My ideas are growing more and more confused. I am here still, and cannot make up my mind to fix definitively a day for my departure. It seems to me as if I were leaving Warsaw for ever; I have a presentiment that I am bidding an eternal farewell to my home. Oh, how hard it must be to die anywhere but in oneʼs birth-place. How could I bear to see around my deathbed, instead of the faces of my beloved family, an unconcerned doctor and a hired servant. Believe me, dear Titus, I often long to come to you to ease my heavy heart, but as I cannot do that I rush out of doors without knowing why. But that does not calm or satisfy my restless, yearning spirit, and I go home only to sigh again....

I have not yet tried my Concerto. At any rate I shall have left my treasure behind me before Michaelmas.[53] In Vienna I shall be condemned to eternal sighs and languishing. This is so when oneʼs heart is no longer free. You know very well what that is, but can you account for that peculiar feeling which makes people always expect something better from the morrow? “Do not be so foolish,” is all the answer I can give myself; if you know a better one, pray, pray tell it me....

These are my plans for the winter: I think of staying two months in Vienna; then going to Italy and perhaps spending the winter in Milan. Soliva always conducts the operas in which his pupils appear; in time, I think, he will unseat Kurpinski; he has one foot in the stirrup already, and is supported by a doughty cavalier.[54]
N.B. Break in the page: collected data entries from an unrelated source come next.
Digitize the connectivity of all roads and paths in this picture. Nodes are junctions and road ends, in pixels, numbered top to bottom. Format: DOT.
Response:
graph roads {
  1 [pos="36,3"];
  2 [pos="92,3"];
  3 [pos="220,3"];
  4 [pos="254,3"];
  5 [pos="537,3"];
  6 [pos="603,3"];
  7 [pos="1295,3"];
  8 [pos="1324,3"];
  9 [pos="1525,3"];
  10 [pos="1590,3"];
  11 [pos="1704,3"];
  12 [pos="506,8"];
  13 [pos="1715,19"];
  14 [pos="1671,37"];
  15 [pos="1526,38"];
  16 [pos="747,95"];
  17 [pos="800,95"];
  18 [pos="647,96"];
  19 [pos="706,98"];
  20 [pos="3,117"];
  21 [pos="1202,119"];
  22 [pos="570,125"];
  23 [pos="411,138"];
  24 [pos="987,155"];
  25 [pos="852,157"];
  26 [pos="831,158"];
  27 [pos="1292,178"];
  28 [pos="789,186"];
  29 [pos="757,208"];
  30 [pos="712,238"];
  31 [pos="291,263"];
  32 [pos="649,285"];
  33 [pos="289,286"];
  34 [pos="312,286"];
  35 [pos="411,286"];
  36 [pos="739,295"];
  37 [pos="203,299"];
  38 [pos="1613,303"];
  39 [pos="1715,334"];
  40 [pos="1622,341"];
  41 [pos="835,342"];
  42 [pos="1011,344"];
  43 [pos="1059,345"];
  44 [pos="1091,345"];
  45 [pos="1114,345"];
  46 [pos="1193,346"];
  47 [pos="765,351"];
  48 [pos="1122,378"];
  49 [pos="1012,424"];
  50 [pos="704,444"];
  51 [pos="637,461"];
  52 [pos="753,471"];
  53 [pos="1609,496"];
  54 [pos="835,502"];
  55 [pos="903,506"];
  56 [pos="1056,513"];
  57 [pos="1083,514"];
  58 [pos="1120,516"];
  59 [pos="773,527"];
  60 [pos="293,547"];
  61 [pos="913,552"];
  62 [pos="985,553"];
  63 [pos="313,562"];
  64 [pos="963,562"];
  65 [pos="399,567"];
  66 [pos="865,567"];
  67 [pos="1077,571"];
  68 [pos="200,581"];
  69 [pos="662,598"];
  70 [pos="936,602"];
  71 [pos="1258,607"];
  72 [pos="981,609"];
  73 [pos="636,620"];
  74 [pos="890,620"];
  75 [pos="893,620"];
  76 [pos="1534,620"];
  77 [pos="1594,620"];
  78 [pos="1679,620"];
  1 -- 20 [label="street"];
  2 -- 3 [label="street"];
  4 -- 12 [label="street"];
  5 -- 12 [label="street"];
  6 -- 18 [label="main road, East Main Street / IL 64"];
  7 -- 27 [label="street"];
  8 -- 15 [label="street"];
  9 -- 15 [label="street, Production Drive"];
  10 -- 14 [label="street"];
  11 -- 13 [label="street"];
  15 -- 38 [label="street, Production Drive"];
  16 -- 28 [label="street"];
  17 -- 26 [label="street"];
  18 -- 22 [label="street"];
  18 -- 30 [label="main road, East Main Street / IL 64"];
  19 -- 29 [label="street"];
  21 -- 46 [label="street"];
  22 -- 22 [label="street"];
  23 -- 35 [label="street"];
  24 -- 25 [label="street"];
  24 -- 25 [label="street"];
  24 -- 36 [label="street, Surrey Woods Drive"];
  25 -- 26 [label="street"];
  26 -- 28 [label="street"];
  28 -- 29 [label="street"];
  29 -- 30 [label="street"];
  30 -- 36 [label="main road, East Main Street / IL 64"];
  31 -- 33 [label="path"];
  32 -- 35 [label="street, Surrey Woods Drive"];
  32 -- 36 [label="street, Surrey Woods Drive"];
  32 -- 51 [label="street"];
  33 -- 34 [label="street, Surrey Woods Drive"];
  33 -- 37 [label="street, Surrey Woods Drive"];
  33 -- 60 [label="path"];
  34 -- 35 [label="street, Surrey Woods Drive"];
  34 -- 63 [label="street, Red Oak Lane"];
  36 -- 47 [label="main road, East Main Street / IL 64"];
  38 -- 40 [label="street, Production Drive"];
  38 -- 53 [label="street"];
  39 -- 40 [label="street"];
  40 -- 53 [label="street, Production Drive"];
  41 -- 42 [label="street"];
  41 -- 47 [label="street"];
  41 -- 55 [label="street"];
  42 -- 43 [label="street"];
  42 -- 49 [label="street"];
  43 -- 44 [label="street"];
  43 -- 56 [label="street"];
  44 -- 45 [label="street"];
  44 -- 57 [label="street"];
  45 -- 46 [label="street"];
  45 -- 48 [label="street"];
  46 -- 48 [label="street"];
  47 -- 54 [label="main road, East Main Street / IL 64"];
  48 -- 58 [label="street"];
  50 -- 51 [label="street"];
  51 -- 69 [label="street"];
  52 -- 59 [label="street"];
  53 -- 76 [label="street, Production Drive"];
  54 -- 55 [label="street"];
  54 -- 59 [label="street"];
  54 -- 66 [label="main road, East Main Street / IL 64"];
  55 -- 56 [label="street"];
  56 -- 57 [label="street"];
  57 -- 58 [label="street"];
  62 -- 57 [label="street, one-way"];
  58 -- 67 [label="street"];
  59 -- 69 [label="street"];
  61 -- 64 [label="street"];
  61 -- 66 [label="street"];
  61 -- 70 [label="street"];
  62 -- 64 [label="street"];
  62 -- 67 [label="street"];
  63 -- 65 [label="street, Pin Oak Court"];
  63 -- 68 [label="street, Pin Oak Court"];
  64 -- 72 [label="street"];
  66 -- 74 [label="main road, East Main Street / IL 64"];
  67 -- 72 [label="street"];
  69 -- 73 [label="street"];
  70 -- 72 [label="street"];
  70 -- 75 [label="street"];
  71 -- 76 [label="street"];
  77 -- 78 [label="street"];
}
I finish my letter to-day with nothing, indeed with less than nothing, that is with what I have already said before. It is half-past eleven, and I am still sitting here _en deshabille_, although Mariolka will certainly be already waiting to go with me to dinner at C.ʼs. I have promised to visit Magnuszewski afterwards, so I shall not be back before four oʼclock to finish the page, and the sight of the blank paper annoys me.

But I will not worry myself unnecessarily, or I shall never come to an end, and Mariolka will be disappointed altogether; and, as you know, I like to make myself agreeable to people of whose good-will I am assured. I have not been to see her since my return, and I must confess that I often blame her as the cause of my dejection; other people seem to be of the same opinion, and this gives me at last some slight satisfaction. My father smiles, but if he knew all I think he would weep. I seem quite happy, but my heart....

By this day month you will have no more letters from Warsaw, nor perhaps from anywhere else; perhaps you will not hear from me again before we meet. I am writing nothing but nonsense now; only the thought of leaving Warsaw....

But wait awhile, and perhaps you will yourself be no better off. Man is never always happy, and very often only a brief period of happiness is granted him in this world; so why escape from this dream which cannot last long?

If I sometimes regard intercourse with the world as a sacred duty, at other times, I consider it a devilish invention, and that it would be better if mankind ... but enough.... Time flies, and I must wash ... donʼt kiss me yet ... but you would not kiss me even if I were anointed with Byzantian oil, unless by some magnetism I forced you to. Farewell.